I get the result from this post Prove that there are infinitely many intermediate field of $K=k(x,y)$ over $F=k(x^p,y^p)$.
Assume we already have result
If $\theta\in K\setminus F$, then $[F(\theta): F]=p$
Let $h(t)=t-\theta\in F(\theta)[t]$. It has root in $K$ and clearly irreducible, hence $[K:F(\theta)]=\deg(h)=1$ and hence $[L:F]=[L:F(\theta)][F(\theta):F]=p$. I don't really see where I went wrong in the proof. Can anyone point it out?

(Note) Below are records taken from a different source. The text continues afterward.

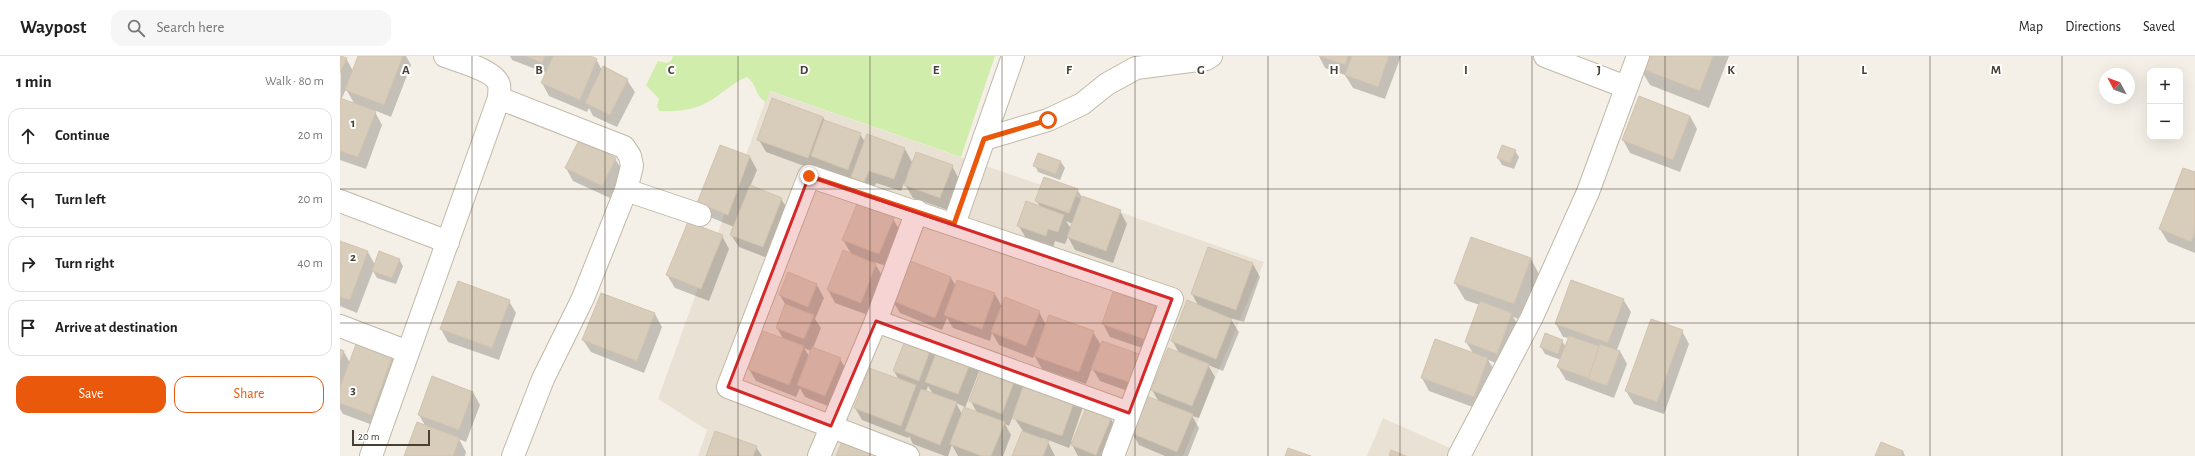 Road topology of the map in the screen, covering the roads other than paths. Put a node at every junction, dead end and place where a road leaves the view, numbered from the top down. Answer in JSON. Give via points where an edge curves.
{"nodes":[{"id":1,"x":445,"y":56,"type":"edge"},
{"id":2,"x":1013,"y":56,"type":"edge"},
{"id":3,"x":1211,"y":56,"type":"edge"},
{"id":4,"x":1545,"y":56,"type":"edge"},
{"id":5,"x":1638,"y":56,"type":"edge"},
{"id":6,"x":1626,"y":87,"type":"junction"},
{"id":7,"x":499,"y":98,"type":"junction"},
{"id":8,"x":984,"y":139,"type":"junction"},
{"id":9,"x":626,"y":190,"type":"junction"},
{"id":10,"x":340,"y":201,"type":"edge"},
{"id":11,"x":917,"y":212,"type":"junction"},
{"id":12,"x":700,"y":215,"type":"dead end"},
{"id":13,"x":954,"y":224,"type":"junction"},
{"id":14,"x":448,"y":242,"type":"junction"},
{"id":15,"x":876,"y":321,"type":"junction"},
{"id":16,"x":340,"y":326,"type":"edge"},
{"id":17,"x":408,"y":352,"type":"junction"},
{"id":18,"x":1129,"y":413,"type":"junction"},
{"id":19,"x":831,"y":426,"type":"junction"},
{"id":20,"x":371,"y":456,"type":"edge"},
{"id":21,"x":513,"y":456,"type":"edge"},
{"id":22,"x":819,"y":456,"type":"edge"},
{"id":23,"x":908,"y":456,"type":"edge"},
{"id":24,"x":1113,"y":456,"type":"edge"},
{"id":25,"x":1459,"y":456,"type":"edge"}],
"edges":[{"from":1,"to":7,"type":"street","via":[[495,78],[499,85]]},
{"from":2,"to":8,"type":"street"},
{"from":3,"to":8,"type":"street","via":[[1206,59],[1136,68],[1107,84],[1082,104],[1048,120]]},
{"from":4,"to":6,"type":"street"},
{"from":5,"to":6,"type":"street"},
{"from":6,"to":25,"type":"street","via":[[1588,192],[1532,317]]},
{"from":7,"to":9,"type":"street","via":[[624,147],[630,156],[632,166]]},
{"from":7,"to":14,"type":"street"},
{"from":8,"to":13,"type":"street"},
{"from":9,"to":12,"type":"street"},
{"from":9,"to":21,"type":"street","via":[[582,298],[543,379]]},
{"from":10,"to":14,"type":"street"},
{"from":11,"to":13,"type":"street"},
{"from":11,"to":15,"type":"street"},
{"from":11,"to":19,"type":"street","via":[[809,176],[728,387]]},
{"from":13,"to":18,"type":"street","via":[[1172,299]]},
{"from":14,"to":17,"type":"street"},
{"from":15,"to":18,"type":"street"},
{"from":15,"to":19,"type":"street"},
{"from":16,"to":17,"type":"street"},
{"from":17,"to":20,"type":"street"},
{"from":18,"to":24,"type":"street"},
{"from":19,"to":22,"type":"street"},
{"from":19,"to":23,"type":"street"}]}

Thanks in advance.
To prove $[k(x,y):k(x^p,y^p)]=p^2$, we can argue as follows . . .
Consider the chain of fields $$ k(x^p,y^p) \subset k(x^p,y) \subset k(x,y) \qquad\qquad\;\;\; $$ Since $p$ is prime, and the inclusions are proper, it follows that $$ \begin{cases} [k(x,y):k(x^p,y)]=p \qquad\qquad\qquad\;\;\;\;\;\, \\[4pt] [k(x^p,y):k(x^p,y^p)]=p\\ \end{cases} $$ hence \begin{align*} &[k(x,y):k(x^p,y^p)]\\[4pt] &=[k(x,y):k(x^p,y)]\cdot[k(x^p,y):k(x^p,y^p)]\\[4pt] &=p\cdot p\\[4pt] &=p^2\\[4pt] \end{align*} As regards your error . . .
You don't know that $F(\theta)=K$, so the fact that $\theta$ has degree $1$ over $F(\theta)$ doesn't prove $[K:F(\theta)]=1$.
Thus, from the fact that $\theta \in K$, and $t-\theta$ is irreducible in $F(\theta)[t]$, all you get is $[F(\theta):F(\theta)]=1$, which tells you nothing about $[K:F]$.